Nous arrivons à croire que les choses
s'arrangeront et que nous n'aurons pas à nous
battre. Le 8 Mai, seconde permission. Dans le
train qui m'emmène vers Charleville j'ai
l'occasion de rencontrer un industriel des
Ardennes que je connais, mobilisé lui-même et
lieutenant de réserve. Nous évoquons la situation.
Il n'est pas douteux que l'atmosphère n'est plus
la même. Tout porte à penser qu'un coup se prépare
du côte allemand et que cela ne saurait tarder. J'arrive chez moi le 9 Mai. Il fait un
temps splendide. Joies des retrouvailles, mitigées
d'inquiétude, car la presse et les radios nous
abreuvent d'informations, parfois contradictoires,
et peu rassurantes, dont il faut faire le tri.

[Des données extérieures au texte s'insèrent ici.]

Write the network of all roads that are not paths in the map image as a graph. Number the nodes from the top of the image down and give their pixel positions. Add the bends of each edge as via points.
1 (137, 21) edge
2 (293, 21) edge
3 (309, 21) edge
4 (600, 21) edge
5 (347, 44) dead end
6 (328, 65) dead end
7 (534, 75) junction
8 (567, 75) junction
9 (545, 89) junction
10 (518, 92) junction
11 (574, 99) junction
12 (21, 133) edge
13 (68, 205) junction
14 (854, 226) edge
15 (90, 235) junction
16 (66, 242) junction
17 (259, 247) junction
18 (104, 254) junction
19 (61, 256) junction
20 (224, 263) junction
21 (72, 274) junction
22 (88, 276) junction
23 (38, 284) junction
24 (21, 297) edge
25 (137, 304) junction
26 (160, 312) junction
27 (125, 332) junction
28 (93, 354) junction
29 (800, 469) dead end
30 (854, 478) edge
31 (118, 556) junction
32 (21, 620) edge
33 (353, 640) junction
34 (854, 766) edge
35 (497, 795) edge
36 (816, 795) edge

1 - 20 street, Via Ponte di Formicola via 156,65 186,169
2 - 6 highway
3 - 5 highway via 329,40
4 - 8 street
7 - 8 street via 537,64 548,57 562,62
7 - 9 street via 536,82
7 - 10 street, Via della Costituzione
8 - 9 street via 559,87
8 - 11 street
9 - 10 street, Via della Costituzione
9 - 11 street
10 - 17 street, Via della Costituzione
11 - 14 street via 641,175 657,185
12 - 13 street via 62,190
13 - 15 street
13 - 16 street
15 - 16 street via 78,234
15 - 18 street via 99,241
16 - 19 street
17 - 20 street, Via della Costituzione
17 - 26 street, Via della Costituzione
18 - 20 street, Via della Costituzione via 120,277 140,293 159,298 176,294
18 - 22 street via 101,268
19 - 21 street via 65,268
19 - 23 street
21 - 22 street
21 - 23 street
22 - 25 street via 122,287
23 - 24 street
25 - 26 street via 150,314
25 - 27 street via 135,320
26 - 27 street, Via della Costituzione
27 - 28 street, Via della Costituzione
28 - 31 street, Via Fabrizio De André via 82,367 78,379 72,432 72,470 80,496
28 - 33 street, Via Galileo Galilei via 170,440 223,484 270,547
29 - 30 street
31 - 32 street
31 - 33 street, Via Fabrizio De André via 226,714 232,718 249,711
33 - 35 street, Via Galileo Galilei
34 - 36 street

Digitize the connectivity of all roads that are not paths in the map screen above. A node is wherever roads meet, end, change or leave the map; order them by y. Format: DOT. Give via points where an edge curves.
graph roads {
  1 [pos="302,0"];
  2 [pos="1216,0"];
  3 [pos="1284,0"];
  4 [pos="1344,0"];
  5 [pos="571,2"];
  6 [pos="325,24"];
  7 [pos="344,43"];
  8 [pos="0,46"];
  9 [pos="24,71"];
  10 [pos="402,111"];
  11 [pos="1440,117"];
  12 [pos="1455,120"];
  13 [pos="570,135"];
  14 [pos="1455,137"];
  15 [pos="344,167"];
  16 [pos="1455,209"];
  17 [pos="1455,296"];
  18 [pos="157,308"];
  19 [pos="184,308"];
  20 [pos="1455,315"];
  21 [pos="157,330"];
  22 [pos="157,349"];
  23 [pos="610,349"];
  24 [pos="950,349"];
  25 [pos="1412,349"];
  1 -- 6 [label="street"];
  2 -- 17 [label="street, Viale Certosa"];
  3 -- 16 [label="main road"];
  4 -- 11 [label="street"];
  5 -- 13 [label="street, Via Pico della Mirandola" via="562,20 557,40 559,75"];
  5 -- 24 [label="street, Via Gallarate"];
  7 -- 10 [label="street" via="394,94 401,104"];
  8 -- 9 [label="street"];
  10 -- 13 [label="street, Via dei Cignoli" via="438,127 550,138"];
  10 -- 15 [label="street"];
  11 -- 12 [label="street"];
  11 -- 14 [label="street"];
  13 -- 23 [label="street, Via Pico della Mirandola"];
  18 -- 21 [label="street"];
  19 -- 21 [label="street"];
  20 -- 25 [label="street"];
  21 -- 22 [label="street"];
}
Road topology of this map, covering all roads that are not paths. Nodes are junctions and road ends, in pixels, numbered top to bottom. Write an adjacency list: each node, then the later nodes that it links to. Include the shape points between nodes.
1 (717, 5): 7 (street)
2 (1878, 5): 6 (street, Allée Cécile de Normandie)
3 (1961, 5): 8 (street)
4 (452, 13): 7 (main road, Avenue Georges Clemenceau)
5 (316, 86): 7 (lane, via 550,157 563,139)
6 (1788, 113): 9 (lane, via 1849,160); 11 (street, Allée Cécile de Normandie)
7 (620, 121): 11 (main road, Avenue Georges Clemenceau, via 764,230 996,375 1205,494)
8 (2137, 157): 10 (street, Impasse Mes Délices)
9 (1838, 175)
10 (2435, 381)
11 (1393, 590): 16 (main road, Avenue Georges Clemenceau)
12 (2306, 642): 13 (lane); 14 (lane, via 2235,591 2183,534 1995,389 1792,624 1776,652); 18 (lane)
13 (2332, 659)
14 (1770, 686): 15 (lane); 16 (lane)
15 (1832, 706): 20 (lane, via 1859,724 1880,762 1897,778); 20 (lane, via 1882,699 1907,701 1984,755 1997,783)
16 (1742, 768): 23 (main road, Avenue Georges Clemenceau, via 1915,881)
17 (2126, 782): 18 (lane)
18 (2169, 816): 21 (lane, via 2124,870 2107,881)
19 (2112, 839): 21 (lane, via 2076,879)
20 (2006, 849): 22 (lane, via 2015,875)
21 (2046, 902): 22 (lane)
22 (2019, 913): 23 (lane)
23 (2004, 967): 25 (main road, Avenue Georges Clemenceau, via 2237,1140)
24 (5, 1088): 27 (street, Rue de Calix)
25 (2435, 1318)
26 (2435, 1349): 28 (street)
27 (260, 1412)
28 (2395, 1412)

Nous devons nous attendre à ce que demain ne soit
pas comme hier. 10 Mai 40 7 heures du matin. Je m'éveille
et ouvre la radio. L'attaque allemande a eu lieu à
5 heures dans la région de Sedan à quelques
kilomètres de là... Je pense que je dois rejoindre
mon corps immédiatement. Toutefois, dans la
matinée la radio nous informe que pour éviter
l'encombrement dans les gares, les
permissionnaires ne sont appelés à rejoindre leur
unité qu'en fonction de la date de leur titre de
permission. En ce qui me concerne, je ne dois me
présenter que le 12 Mai. Il me reste deux jours
pour aviser. Ce sera vite fait, les Allemands
avancent à toute allure. Le 12, ils ont percé à Sedan. Il faut
partir sur l'heure. J'embarque ma famille dans ma
voiture, direction Paris. La route est encombrée
de gens qui évacuent avec toutes sortes de moyens
de transport: autos, charrettes, voitures
d'enfants, et même brouettes... Beaucoup de
Belges... Peu avant Rethel nous sommes attaqués
par des avions en piqué. Nous sautons dans le
fossé à plusieurs reprises Nous arrivons sains et
saufs à l'entrée de Reims. Là, l'encombrement est
tel, qu'il serait illusoire de prétendre aller
plus loin. Le délai dont je dispose pour regagner
le front expire ce soir. Je réussis à mettre ma
voiture dans un garage, évidemment sans garantie
aucune de la retrouver un jour... Ma mère, ma
femme et mon fils de cinq ans embarquent dans un
train à destination des Deux-Sèvres, département
refuge prescrit par les "Autorités". Pour ma part,
je passe deux jours dans le train avant d'arriver
à Bitche ou j'apprends que mon unité a fait route
vers Saint-Dié dans les Vosges. À nouveau le
train, et je retrouve enfin mes amis et mon char
dans la plaine de Provenchères. Nous y resterons
jusqu'au 19 Juin dans une inaction presque totale.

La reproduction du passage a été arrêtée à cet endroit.